Hence why I get more than a little leery when folks talk about never sweating the small stuff and keeping functionally all conversations totally excluded from session time. Yes, session time is very valuable and should not be wasted on tiny mostly irrelevant crap, like whether it's your one free "interaction with an object" to do a certain thing or whatever. But there are a lot of issues that are much more than ultra-trivial, but far less than the (IMO patently ridiculous) standard of "never, ever stop play at all for any reason short of instantaneous character death". This inviolable stance, especially when added to the other things I see, very much speaks to an attitude of hostility toward even the possibility of a player speaking up, a "chilling" of the discourse to use the common term nowadays, a "your complaints aren't welcome, either accept what I do or begone from my sight because you are the only possible disruptive element here" stance.

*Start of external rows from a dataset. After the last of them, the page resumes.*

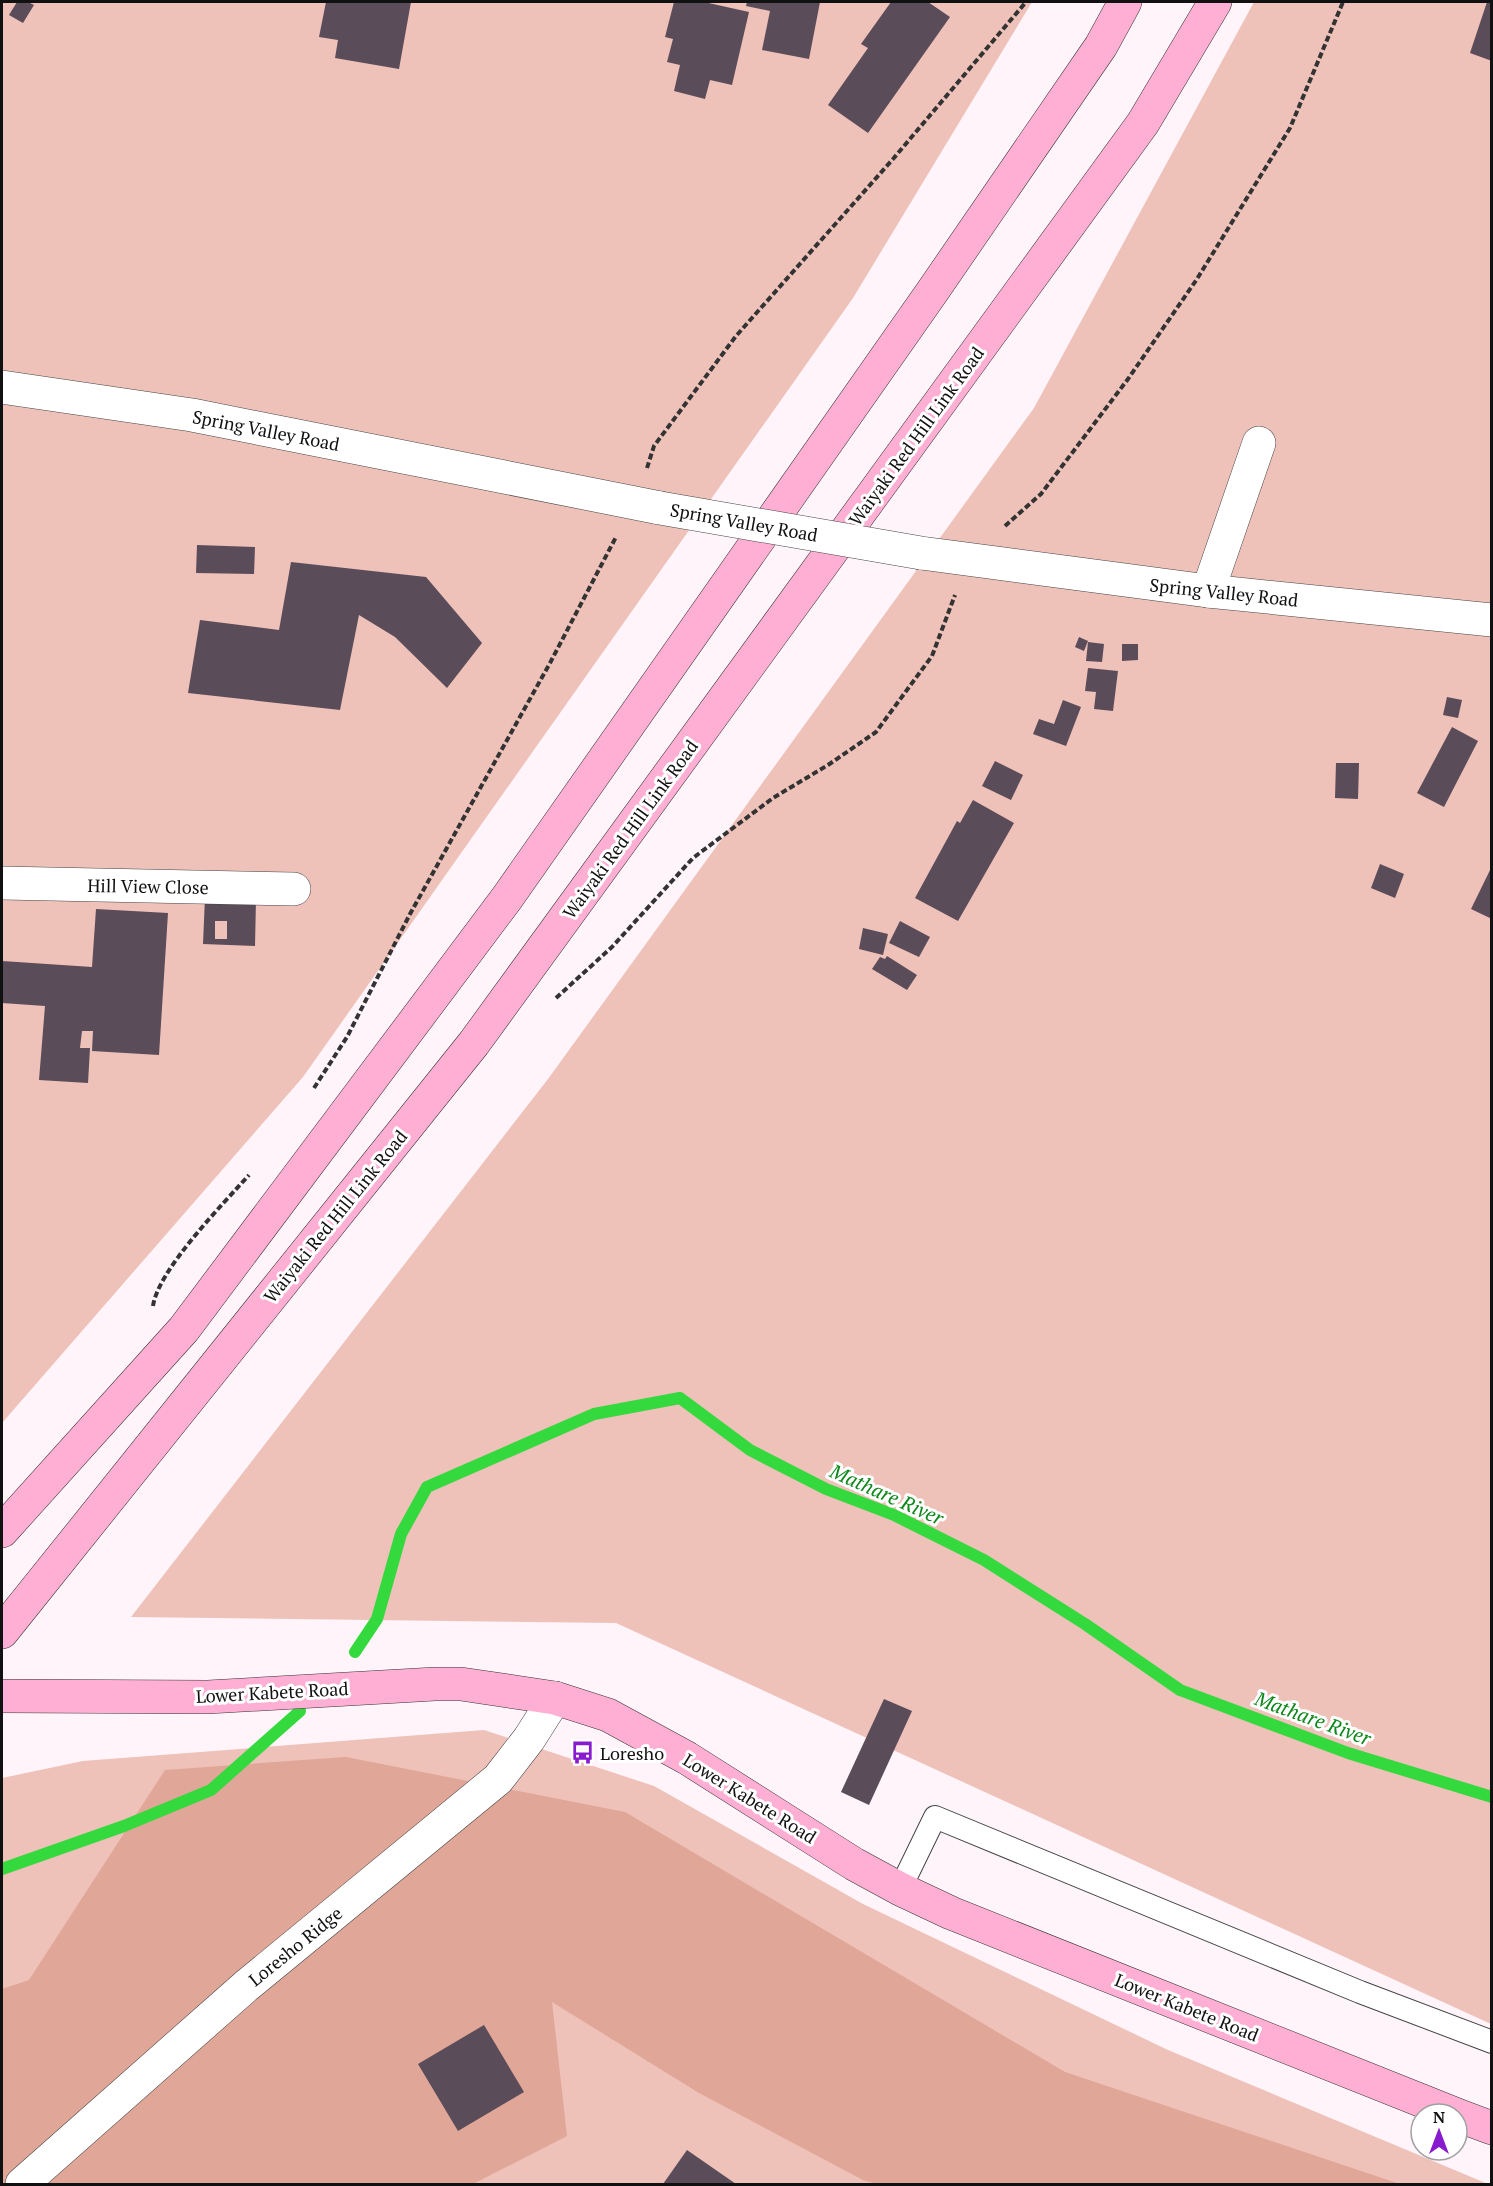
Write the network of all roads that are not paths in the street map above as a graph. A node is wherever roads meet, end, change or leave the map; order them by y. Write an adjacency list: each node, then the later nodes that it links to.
1 (1125, 2): 9 (main road)
2 (1215, 2): 10 (main road, Waiyaki Red Hill Link Road)
3 (2, 387): 5 (street, Spring Valley Road, bridge)
4 (1258, 443): 5 (street)
5 (1208, 591): 6 (street, Spring Valley Road)
6 (1491, 620)
7 (2, 883): 8 (street, Hill View Close)
8 (294, 889)
9 (2, 1531)
10 (3, 1630)
11 (2, 1696): 12 (main road, Lower Kabete Road)
12 (555, 1698): 13 (main road, Lower Kabete Road); 18 (street, Loresho Ridge)
13 (900, 1889): 14 (lane); 15 (main road, Lower Kabete Road)
14 (1491, 2042)
15 (1426, 2102)
16 (1469, 2119): 17 (main road, Lower Kabete Road)
17 (1491, 2128)
18 (22, 2184)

As noted, I have other issues with this consistent framing. E.g. it pretends that the only possible issue is one and only one player being a petulant jerk—again, player as villain, DM as beleaguered victim—as is always the case whenever this topic comes up. It's never two players out of five, or three players out of six, or whatever. Further, DMs are assumed to come in two and only two types: saints and jerks. You are warned to never play with jerks (even though as Hussar has noted it seems quite difficult to distinguish jerk behavior from things working correctly and earnestly), and since no allowance is ever made for a spectrum of DM behavior (e.g. merely mediocre, fair but not great, flawed but not truly bad, inexperienced, etc.) nor for variability in a single DM (e.g. a DM who is wonderful in 90% of situations and a real pain in the remaining 10%, or pretty good 75% of the time and mildly annoying 25%, etc.) Players are only ever described in proud-nail terms, consistently never presented as having any legitimate complaints unless they bow and scrape, etc.

Again, all of it seems to boil down to a presumption that DMs do no wrong unless they're outright villainous people, but players who speak up are presumed to be hostile, disruptive elements unless they meet extremely exacting standards and sign their forms in triplicate. A player doing a single, merely mildly disruptive thing is enough for any DM to summarily kick them out, while a DM must have committed a consistent pattern of egregious abuse before player action is even remotely warranted.